PCI Requirement 4.1 – Use Strong Cryptography and Security Protocols to Safeguard Sensitive CHD During Transmission

by Randy Bartels / August 23rd, 2017

If your organization transmits sensitive cardholder data over an open or public network, that data must be encrypted using strong cryptography and security protocols, according to PCI Requirement 4.1. Examples of open, public networks include the Internet, Bluetooth, cell phones/GSM, wireless Internet, etc. The purpose of this requirement is to prevent attackers from obtaining data while in transit, which is a common practice.

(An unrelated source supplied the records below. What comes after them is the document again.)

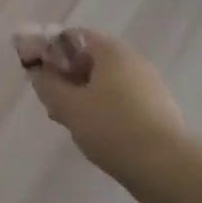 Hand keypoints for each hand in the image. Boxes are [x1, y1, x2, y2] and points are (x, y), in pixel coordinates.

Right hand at [23, 28, 185, 176]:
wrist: (165, 166)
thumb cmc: (111, 128)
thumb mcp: (68, 105)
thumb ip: (47, 84)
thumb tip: (39, 72)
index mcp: (111, 51)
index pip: (73, 36)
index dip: (49, 50)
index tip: (36, 72)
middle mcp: (132, 60)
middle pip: (89, 58)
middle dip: (65, 75)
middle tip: (50, 99)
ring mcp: (147, 84)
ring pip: (104, 81)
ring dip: (82, 93)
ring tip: (68, 119)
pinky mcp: (156, 108)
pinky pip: (120, 98)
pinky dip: (102, 107)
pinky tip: (93, 130) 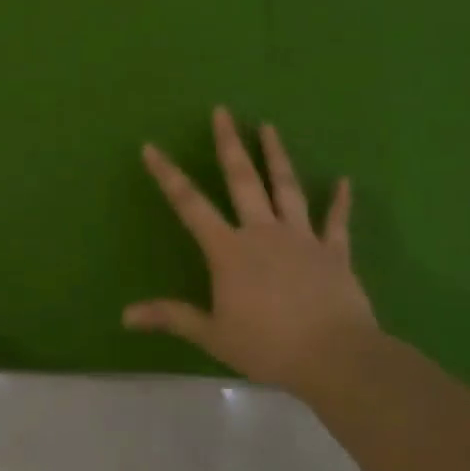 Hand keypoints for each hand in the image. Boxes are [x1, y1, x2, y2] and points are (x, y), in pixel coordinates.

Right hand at [124, 106, 377, 393]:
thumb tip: (125, 316)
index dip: (167, 175)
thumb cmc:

Best practices for safeguarding sensitive cardholder data during transmission include:

  • Only use trusted keys and certificates associated with the encryption. If a certificate has expired or is not issued by a trusted source, do not accept it.
  • Any security protocols in use should only support secure versions or configurations; if not, the known vulnerabilities of a protocol could be exploited by an attacker. This also prevents an insecure connection. Any connection that could result in an insecure connection cannot be accepted. An example of an insecure protocol is WEP, which cannot be used for security.
  • The encryption strength is appropriate for the encryption methodology in use.
  • Documentation should define all places where cardholder data is transmitted or received over open, public networks.
  • Documentation should outline a process for acceptance of trusted keys and certificates, how the implemented security protocols only support secure versions or configurations, and why the encryption strength is appropriate.

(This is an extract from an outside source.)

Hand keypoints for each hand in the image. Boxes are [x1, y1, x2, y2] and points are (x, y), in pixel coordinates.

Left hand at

If you’re going to be transmitting cardholder data over an open or public network (this would be the Internet, wireless, GSM, cell phone, Bluetooth), we expect that the data be encrypted. There’s multiple ways that we look for doing that. For example, you wouldn’t be using an insecure wireless protocol such as WEP. You can use WEP, but WEP cannot be used as a means of security. We look to make sure you have the keys or the certificates that are associated with the encryption, and that they be trusted and secure.

The assessor should take time, when looking at your network documentation, to make sure that it defines all places where cardholder data is transmitted in and out of your network. As part of that, they’re going to be looking at how you’re protecting that information as it departs your environment or your control. So, Requirement 4.1 looks to make sure that you have strong cryptography or strong encryption any place that cardholder data is transmitted over open or public networks.